Spacecraft properties
- Spacecraft: ISEE-2
- Spacecraft type: International Sun-Earth Explorer
- Bus: IMP (Interplanetary Monitoring Platform)
- Manufacturer: Dornier Systems
- Launch mass: 165.78 kg (365.5 lb)
- Dimensions: Cylinder at 16 sided of 1.27 m (4 ft 2 in) of diameter and of 1.14 m (3 ft 9 in) in height
- Power: 112 watts

Start of mission
- Launch date: 22 October 1977, 13:53:00 UTC
- Rocket: Thor-Delta 2914 (Thor 623 / Delta 135)
- Launch site: Cape Canaveral, LC-17B
- Contractor: Douglas Aircraft Company
- Entered service: 22 October 1977

End of mission
- Last contact: 26 September 1987
- Decay date: 26 September 1987

Orbital parameters
- Reference system: Geocentric orbit
- Regime: High Earth orbit
- Perigee altitude: 1.04 R_{e} (6,600 km (4,100 mi))
- Apogee altitude: 23.00 R_{e} (137,806 km (85,629 mi))
- Inclination: 28.76°
- Period: 3556.80 minutes

Instruments
- Electron and Proton Fluxes in the Outer Magnetosphere (1.5-300 keV) Fast Plasma Experiment (FPE) Low-Energy Proton and Electron Differential Energy Analyzer (LEPEDEA) Medium Energy Particles Experiment (METE) Plasma (Total Electron) Density by Radio Techniques Plasma waves: electric and magnetic fields spectra (5.62 Hz - 31.1 kHz) Solar Wind Ions Distribution Tri-axial Fluxgate Magnetometer

= ISEE-2 =

Space probe used to study magnetic fields

The ISEE-2 (International Sun-Earth Explorer-2, International Sun-Earth Explorer-B or ISEE-B) was part of the mother/daughter/heliocentric mission (ISEE-1, ISEE-2, ISEE-3).
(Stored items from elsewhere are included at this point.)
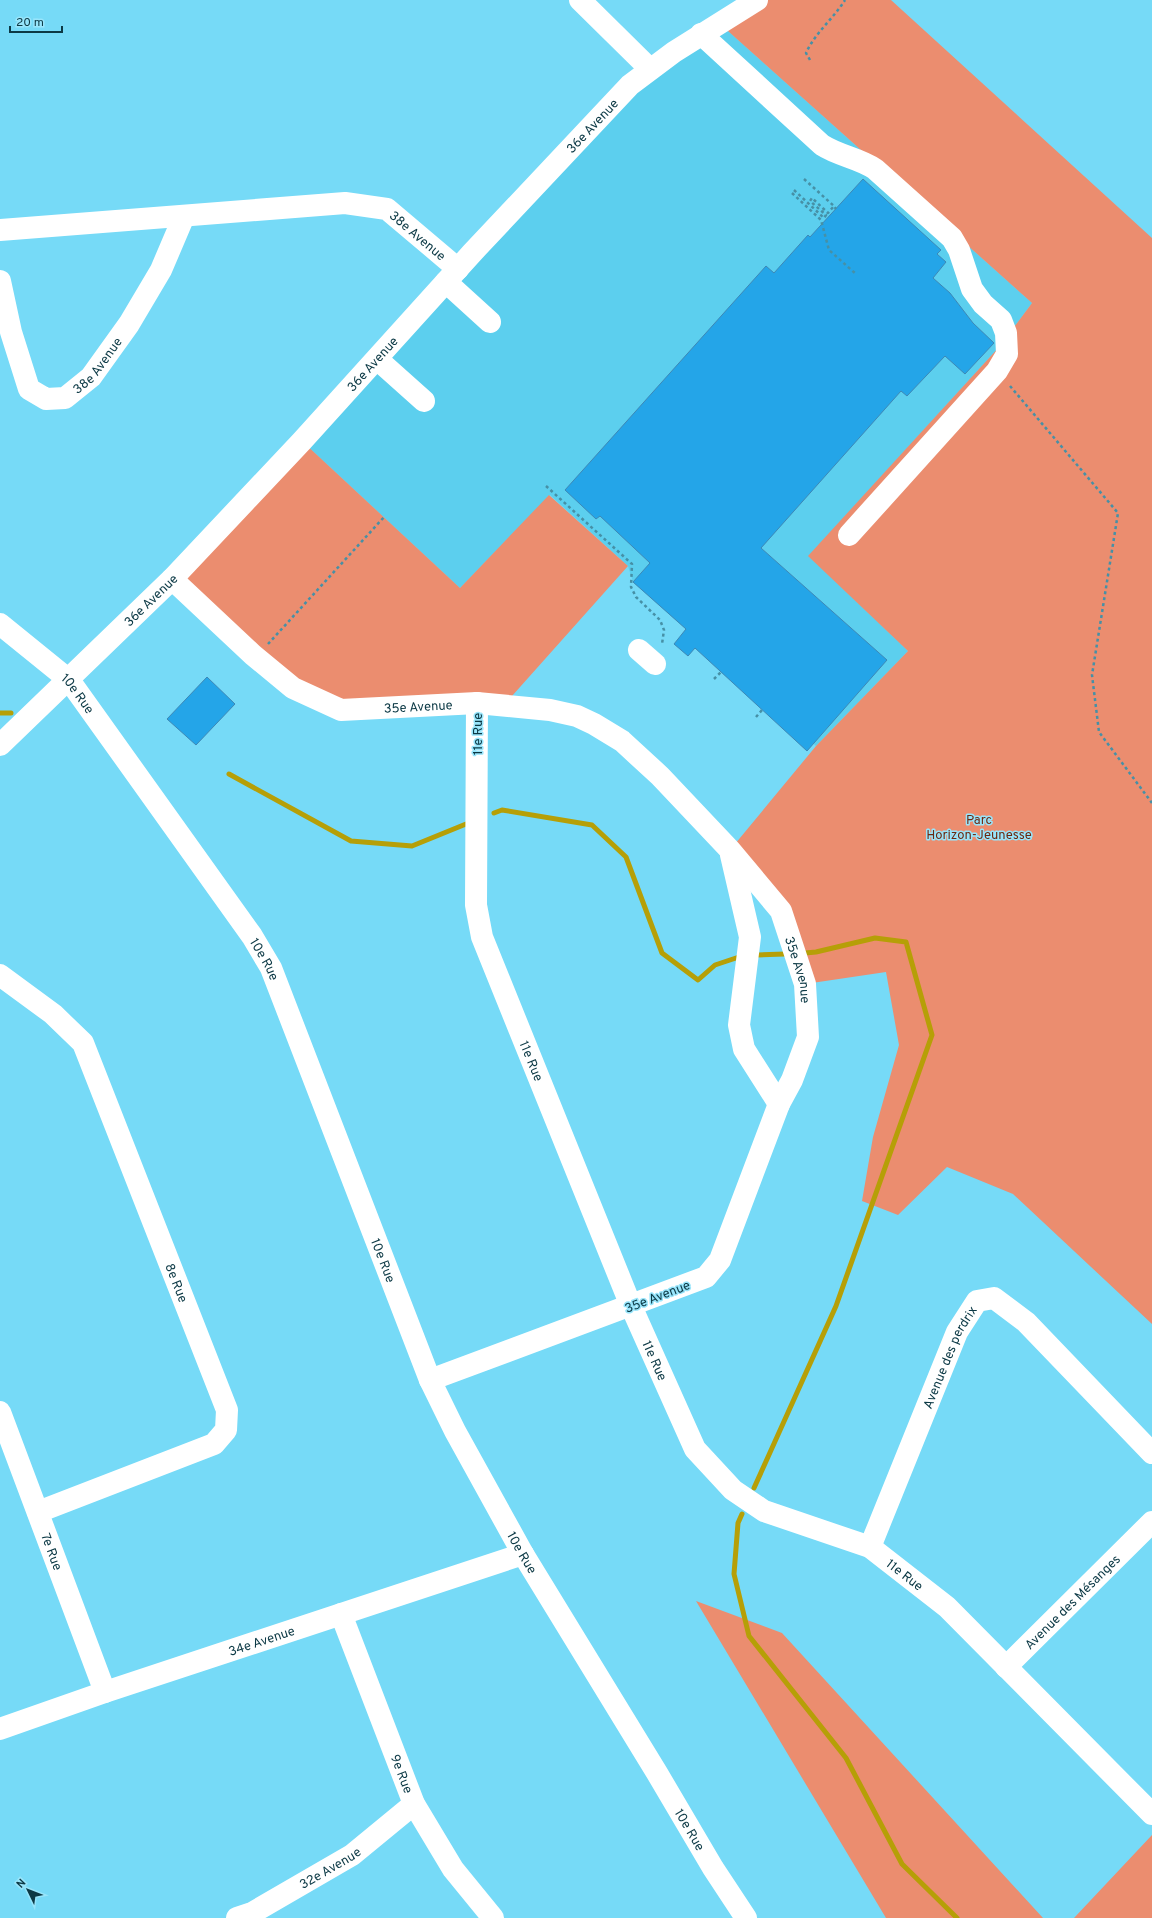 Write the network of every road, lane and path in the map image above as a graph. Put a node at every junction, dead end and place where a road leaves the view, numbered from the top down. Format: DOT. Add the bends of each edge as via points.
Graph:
graph roads {
  1 [pos="580,0"];
  2 [pos="757,0"];
  3 [pos="845,0"];
  4 [pos="701,34"];
  5 [pos="810,60"];
  6 [pos="650,69"];
  7 [pos="804,180"];
  8 [pos="184,216"];
  9 [pos="0,230"];
  10 [pos="856,274"];
  11 [pos="452,275"];
  12 [pos="0,281"];
  13 [pos="490,322"];
  14 [pos="377,359"];
  15 [pos="997,370"];
  16 [pos="424,401"];
  17 [pos="546,486"];
  18 [pos="385,516"];
  19 [pos="848,535"];
  20 [pos="172,579"];
  21 [pos="0,624"];
  22 [pos="265,646"];
  23 [pos="652,653"];
  24 [pos="721,672"];
  25 [pos="714,679"];
  26 [pos="69,680"];
  27 [pos="477,702"];
  28 [pos="762,710"];
  29 [pos="756,717"];
  30 [pos="0,745"];
  31 [pos="1152,803"];
  32 [pos="730,850"];
  33 [pos="0,975"];
  34 [pos="779,1104"];
  35 [pos="631,1306"];
  36 [pos="430,1380"];
  37 [pos="0,1412"];
  38 [pos="1152,1453"];
  39 [pos="38,1512"];
  40 [pos="1147,1532"];
  41 [pos="870,1546"];
  42 [pos="523,1554"];
  43 [pos="341,1614"];
  44 [pos="1006,1667"];
  45 [pos="105,1692"];
  46 [pos="0,1729"];
  47 [pos="414,1804"];
  48 [pos="1152,1814"];
  49 [pos="237,1918"];
  50 [pos="493,1918"];
  51 [pos="746,1918"];
  1 -- 6 [label="street"];
  2 -- 4 [label="street, 36e Avenue"];
  3 -- 5 [label="path" via="811,43 806,54"];
  4 -- 6 [label="street, 36e Avenue"];
  4 -- 15 [label="street" via="822,145 831,151 864,161 952,238 959,250 972,290 1001,320 1006,333 1007,354"];
  6 -- 11 [label="street, 36e Avenue" via="630,85"];
  7 -- 10 [label="path" via="835,208 828,213 812,198 810,201 826,215 824,218 793,192 821,220 829,250"];
  8 -- 9 [label="street, 38e Avenue"];
  8 -- 11 [label="street, 38e Avenue" via="345,203 387,209"];
  8 -- 12 [label="street, 38e Avenue" via="161,270 129,324 91,378 65,398 46,399 29,389 11,332"];
  11 -- 13 [label="street, 38e Avenue"];
  11 -- 14 [label="street, 36e Avenue"];
  14 -- 16 [label="street"];
  14 -- 20 [label="street, 36e Avenue"];
  15 -- 19 [label="street"];
  15 -- 31 [label="path" via="1118,513 1092,675 1099,732"];
  17 -- 23 [label="path" via="632,564 631,587 636,597 660,620 664,630"];
  18 -- 22 [label="path"];
  20 -- 26 [label="street, 36e Avenue"];
  20 -- 27 [label="street, 35e Avenue" via="253,655 293,688 341,710"];
  21 -- 26 [label="street, 10e Rue"];
  24 -- 25 [label="path"];
  26 -- 30 [label="street, 36e Avenue"];
  26 -- 36 [label="street, 10e Rue" via="252,936 270,968"];
  27 -- 32 [label="street, 35e Avenue" via="550,710 577,716 594,724 622,741 660,776"];
  27 -- 35 [label="street, 11e Rue" via="476,905 482,937"];
  28 -- 29 [label="path"];
  32 -- 34 [label="street" via="750,937 739,1025 744,1049"];
  32 -- 34 [label="street, 35e Avenue" via="781,911 806,984 808,1038 792,1080"];
  33 -- 39 [label="street, 8e Rue" via="53,1014 83,1043 227,1410 226,1430 214,1444"];
  34 -- 35 [label="street, 35e Avenue" via="720,1260 706,1277"];
  35 -- 36 [label="street, 35e Avenue"];
  35 -- 41 [label="street, 11e Rue" via="695,1449 733,1490 764,1511"];
  36 -- 42 [label="street, 10e Rue"];
  37 -- 39 [label="street, 7e Rue"];
  38 -- 41 [label="street, Avenue des perdrix" via="1026,1322 994,1298 977,1301 958,1332"];
  39 -- 45 [label="street, 7e Rue"];
  40 -- 44 [label="street, Avenue des Mésanges"];
  41 -- 44 [label="street, 11e Rue" via="946,1607"];
  42 -- 43 [label="street, 34e Avenue"];
  42 -- 51 [label="street, 10e Rue" via="713,1868"];
  43 -- 45 [label="street, 34e Avenue"];
  43 -- 47 [label="street, 9e Rue"];
  44 -- 48 [label="street, 11e Rue"];
  45 -- 46 [label="street, 34e Avenue"];
  47 -- 49 [label="street, 32e Avenue" via="352,1855 252,1913"];
  47 -- 50 [label="street, 9e Rue" via="453,1869"];
}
ISEE-2, an Explorer-class daughter spacecraft, was a 165.78 kg space probe used to study magnetic fields near the Earth. ISEE-2 was a spin-stabilized spacecraft and based on the design of the prior IMP (Interplanetary Monitoring Platform) series of spacecraft. ISEE-1 and ISEE-2 were launched on 22 October 1977, and they re-entered on 26 September 1987.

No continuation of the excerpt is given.